The Missouri State Milk Board is somewhat of a quality assurance branch of Missouri's Department of Agriculture, and was created in 1972 to "encourage" sanitary milk production. It appears they disliked the possibility of random customers being able to walk up and buy fresh milk. They were risking their legal action based on an Attorney General Opinion (or interpretation of the law) from 1973. Attorney General Opinions are not the law. They must have sent the health department agents out undercover because they enlist the health department through contract services.
Farm-To-Consumer Legal Defense Fund provided General Counsel Gary Cox to assist in the final settlement. The judge signed a consent judgement where the Bechards cannot sell to "strangers," like anyone who "walks up" to them in the parking lot without some prior sales arrangement.
But, the settlement guarantees that they can sell to whomever they wish and deliver it anywhere: customer's home, a central distribution point like a parking lot, and on their farm. By entering into this settlement, the Bechards are not adding legitimacy to the Board's allegations.
This settlement actually further anchors the Bechards' right to keep providing dairy to their members. It reiterates their right to keep selling from the central delivery location. Although they cannot sell to any stranger who walks up to them, they have more incentive now to bring in members, free from harassment.
The Milk Board, which supposedly oversees sanitation and production went through an awful lot of trouble to ensure that the Bechards were following every jot and tittle of Missouri State law. It was a senseless action because it was not motivated by a sense of public safety, but rather an attempt to shut down a very small production and prohibit raw milk freedom.
It was a rough, emotional three years for the Bechards, but with hope this victory will propel them forward and show others that they have the freedom to do the same.

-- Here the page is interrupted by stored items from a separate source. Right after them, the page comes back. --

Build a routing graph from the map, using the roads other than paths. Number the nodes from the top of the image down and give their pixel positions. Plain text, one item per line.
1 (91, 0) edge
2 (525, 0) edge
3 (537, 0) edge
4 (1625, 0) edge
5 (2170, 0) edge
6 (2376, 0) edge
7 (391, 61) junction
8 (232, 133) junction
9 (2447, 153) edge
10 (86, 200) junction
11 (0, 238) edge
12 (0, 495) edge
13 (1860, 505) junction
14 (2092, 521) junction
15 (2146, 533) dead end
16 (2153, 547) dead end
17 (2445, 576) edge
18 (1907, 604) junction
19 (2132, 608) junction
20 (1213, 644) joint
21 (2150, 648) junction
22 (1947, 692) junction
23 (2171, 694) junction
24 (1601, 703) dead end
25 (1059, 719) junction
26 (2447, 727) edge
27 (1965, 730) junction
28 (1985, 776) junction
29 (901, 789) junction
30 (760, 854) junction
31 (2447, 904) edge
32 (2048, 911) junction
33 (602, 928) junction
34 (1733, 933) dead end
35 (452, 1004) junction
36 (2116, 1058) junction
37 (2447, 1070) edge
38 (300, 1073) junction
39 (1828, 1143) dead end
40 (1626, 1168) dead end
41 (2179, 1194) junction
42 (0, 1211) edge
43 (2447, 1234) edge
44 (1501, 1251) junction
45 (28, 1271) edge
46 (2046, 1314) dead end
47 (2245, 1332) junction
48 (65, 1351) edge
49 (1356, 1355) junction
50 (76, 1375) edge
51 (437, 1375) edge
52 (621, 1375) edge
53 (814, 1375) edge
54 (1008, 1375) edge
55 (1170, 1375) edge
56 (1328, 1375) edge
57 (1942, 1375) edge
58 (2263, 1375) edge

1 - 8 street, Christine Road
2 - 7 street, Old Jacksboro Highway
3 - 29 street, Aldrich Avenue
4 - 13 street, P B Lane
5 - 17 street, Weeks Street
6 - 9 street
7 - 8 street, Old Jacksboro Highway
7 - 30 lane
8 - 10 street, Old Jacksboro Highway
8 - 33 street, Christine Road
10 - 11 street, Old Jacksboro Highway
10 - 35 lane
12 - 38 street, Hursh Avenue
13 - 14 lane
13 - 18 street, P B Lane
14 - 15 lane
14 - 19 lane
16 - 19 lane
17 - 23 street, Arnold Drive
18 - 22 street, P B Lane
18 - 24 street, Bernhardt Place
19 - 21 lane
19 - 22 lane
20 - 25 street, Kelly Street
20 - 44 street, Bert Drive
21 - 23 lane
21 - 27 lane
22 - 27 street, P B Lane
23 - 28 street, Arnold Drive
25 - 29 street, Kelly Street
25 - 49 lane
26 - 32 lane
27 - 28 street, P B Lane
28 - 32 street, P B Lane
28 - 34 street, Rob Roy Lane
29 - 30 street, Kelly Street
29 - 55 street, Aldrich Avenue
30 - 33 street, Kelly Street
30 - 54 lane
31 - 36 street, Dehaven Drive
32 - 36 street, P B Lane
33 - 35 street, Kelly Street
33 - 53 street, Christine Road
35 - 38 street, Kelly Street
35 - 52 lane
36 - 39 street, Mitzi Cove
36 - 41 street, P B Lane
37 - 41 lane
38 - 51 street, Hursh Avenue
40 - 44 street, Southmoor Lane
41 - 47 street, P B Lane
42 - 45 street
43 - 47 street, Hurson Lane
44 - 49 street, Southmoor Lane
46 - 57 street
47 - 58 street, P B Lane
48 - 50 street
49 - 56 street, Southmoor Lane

Here is Armand sharing his story, inspiring and with more legal battles, at a May FundRAISER Dinner at a St. Louis Regional Weston A. Price Conference:
_ The Farm-to-Consumer Legal Defense Fund defends the rights and broadens the freedoms of family farms and protects consumer access to raw milk and nutrient-dense foods. Those concerned can support the FTCLDF, a U.S. based 501(c)(4) nonprofit, by joining or donating online at http://www.farmtoconsumer.org or by calling 703-208-FARM (3276).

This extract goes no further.